Rule Resolution Strategy

  1. Explicit Deny Takes Precedence:

    • If a user has a rule explicitly denying access to an action/target, that rule overrides all other rules that allow access. This ensures security by default.

    Example:

    • Rule 1: User admin is allowed to read on *.
    • Rule 2: User admin is denied read on restricted_table.
    • Result: Access to restricted_table is denied for admin.
  2. Specificity Takes Precedence Over Wildcards:

    • Rules targeting a specific object (e.g., restricted_table) take precedence over wildcard rules (e.g., *).

    Example:

    • Rule 1: User readonly is allowed to read on *.
    • Rule 2: User readonly is denied read on sensitive_table.
    • Result: Access to sensitive_table is denied for readonly, but access to all other tables is allowed.
  3. Most Restrictive Rule Wins in Ties:

    • When two rules are equally specific, the more restrictive rule (deny) takes precedence. If both rules allow access, the one with the stricter budget (if applicable) applies.

    Example:

    • Rule 1: User custom_user is allowed write on mytable with a budget of 500 queries/minute.
    • Rule 2: User custom_user is allowed write on mytable with a budget of 1000 queries/minute.
    • Result: The 500 queries/minute limit applies.
  4. Default Deny:

    • If no rules match for a given user, action, and target, access is denied by default.

Rule Evaluation Algorithm

When a user attempts an action, evaluate permissions in the following order:

  1. Collect All Matching Rules:
    Identify all rules that apply to the user's action and target, including wildcard rules (e.g., *).

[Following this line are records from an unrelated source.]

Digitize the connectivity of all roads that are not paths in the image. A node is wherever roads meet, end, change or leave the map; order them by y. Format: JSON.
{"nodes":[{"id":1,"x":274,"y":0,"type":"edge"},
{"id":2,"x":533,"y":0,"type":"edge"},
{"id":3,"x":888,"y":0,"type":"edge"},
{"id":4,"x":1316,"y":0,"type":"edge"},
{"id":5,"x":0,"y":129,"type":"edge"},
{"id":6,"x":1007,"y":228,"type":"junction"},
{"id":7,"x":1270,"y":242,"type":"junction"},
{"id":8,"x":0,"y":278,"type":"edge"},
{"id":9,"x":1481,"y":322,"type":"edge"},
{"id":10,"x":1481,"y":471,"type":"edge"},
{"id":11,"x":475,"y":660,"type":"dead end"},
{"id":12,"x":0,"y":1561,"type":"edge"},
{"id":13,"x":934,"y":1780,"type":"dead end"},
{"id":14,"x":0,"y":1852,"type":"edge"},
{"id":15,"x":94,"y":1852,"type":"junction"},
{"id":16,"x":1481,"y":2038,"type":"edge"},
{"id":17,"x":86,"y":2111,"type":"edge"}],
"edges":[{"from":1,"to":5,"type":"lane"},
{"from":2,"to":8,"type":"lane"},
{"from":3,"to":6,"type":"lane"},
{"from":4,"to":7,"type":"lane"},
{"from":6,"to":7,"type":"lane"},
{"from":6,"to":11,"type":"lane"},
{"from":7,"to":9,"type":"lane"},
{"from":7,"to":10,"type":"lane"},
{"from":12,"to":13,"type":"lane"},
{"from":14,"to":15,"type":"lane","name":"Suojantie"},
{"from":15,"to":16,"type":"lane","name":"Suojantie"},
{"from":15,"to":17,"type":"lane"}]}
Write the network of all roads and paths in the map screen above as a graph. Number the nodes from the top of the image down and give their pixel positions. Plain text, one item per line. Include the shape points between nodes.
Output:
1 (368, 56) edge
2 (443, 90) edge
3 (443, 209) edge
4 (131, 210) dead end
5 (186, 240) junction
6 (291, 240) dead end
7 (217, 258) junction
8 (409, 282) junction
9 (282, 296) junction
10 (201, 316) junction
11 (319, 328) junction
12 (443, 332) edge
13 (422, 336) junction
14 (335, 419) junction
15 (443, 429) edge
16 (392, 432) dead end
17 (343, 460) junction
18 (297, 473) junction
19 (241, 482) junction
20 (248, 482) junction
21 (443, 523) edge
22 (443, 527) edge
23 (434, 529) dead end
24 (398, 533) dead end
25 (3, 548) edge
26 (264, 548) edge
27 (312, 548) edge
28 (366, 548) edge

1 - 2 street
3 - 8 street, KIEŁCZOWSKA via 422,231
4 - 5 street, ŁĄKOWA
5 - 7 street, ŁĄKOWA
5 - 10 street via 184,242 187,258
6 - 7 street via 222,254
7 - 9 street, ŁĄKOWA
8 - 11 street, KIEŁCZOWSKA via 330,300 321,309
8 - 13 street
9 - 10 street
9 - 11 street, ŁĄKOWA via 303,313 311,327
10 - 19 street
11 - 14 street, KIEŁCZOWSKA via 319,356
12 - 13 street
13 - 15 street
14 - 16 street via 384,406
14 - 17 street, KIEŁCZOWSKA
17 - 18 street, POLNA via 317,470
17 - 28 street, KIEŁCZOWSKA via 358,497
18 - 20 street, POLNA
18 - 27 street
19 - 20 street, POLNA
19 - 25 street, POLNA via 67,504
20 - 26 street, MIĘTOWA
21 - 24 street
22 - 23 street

  2. Sort Rules by Specificity:

    • Rules targeting specific objects (e.g., table/mytable) come before wildcards (*).
    • Explicit denies (allow = false) come before allows (allow = true).
  3. Apply the First Matching Rule:

    • Process the sorted list of rules and stop at the first rule that applies. This ensures predictable and efficient resolution.

Documentation and Transparency

To help administrators understand the system, we should document the rule resolution strategy clearly. Examples and edge cases, such as the following should be included:

  1. Conflicting rules between allow and deny.
  2. Multiple budgets applying to the same user and action.
  3. Behavior when no matching rules exist.

Management Tool (/usr/bin/manticore)

The manticore tool must securely manage users, permissions, and authentication files. It interacts with the running Manticore Search instance to ensure changes to authentication data are dynamically applied without requiring a manual restart. The following changes outline how the tool should handle list operations and real-time (RT) mode scenarios.

How it works

graph TD
  A[Start] --> B{Is Manticore Search Instance Running?}
  B -- No --> C[Show Error: ERROR: The Manticore Search instance is not running. Please start the instance and try again.]
  B -- Yes --> D[Plain Mode or RT Mode?]

  D -- Plain Mode --> E[Modify Auth File]
  E --> F[Manticore Buddy Detects Change]
  F --> G[Calls RELOAD AUTH]
  G --> H[Manticore Search Reloads Authentication Data]

  D -- RT Mode --> I{Listing or Modify Operation?}
  I -- Listing --> J[Create Empty <data_dir>/auth.tmp]
  J --> K[Manticore Buddy Populates <data_dir>/auth.tmp with DUMP AUTH and Replaces Hashes with *]
  K --> L[Tool Reads Data for Listing Operation]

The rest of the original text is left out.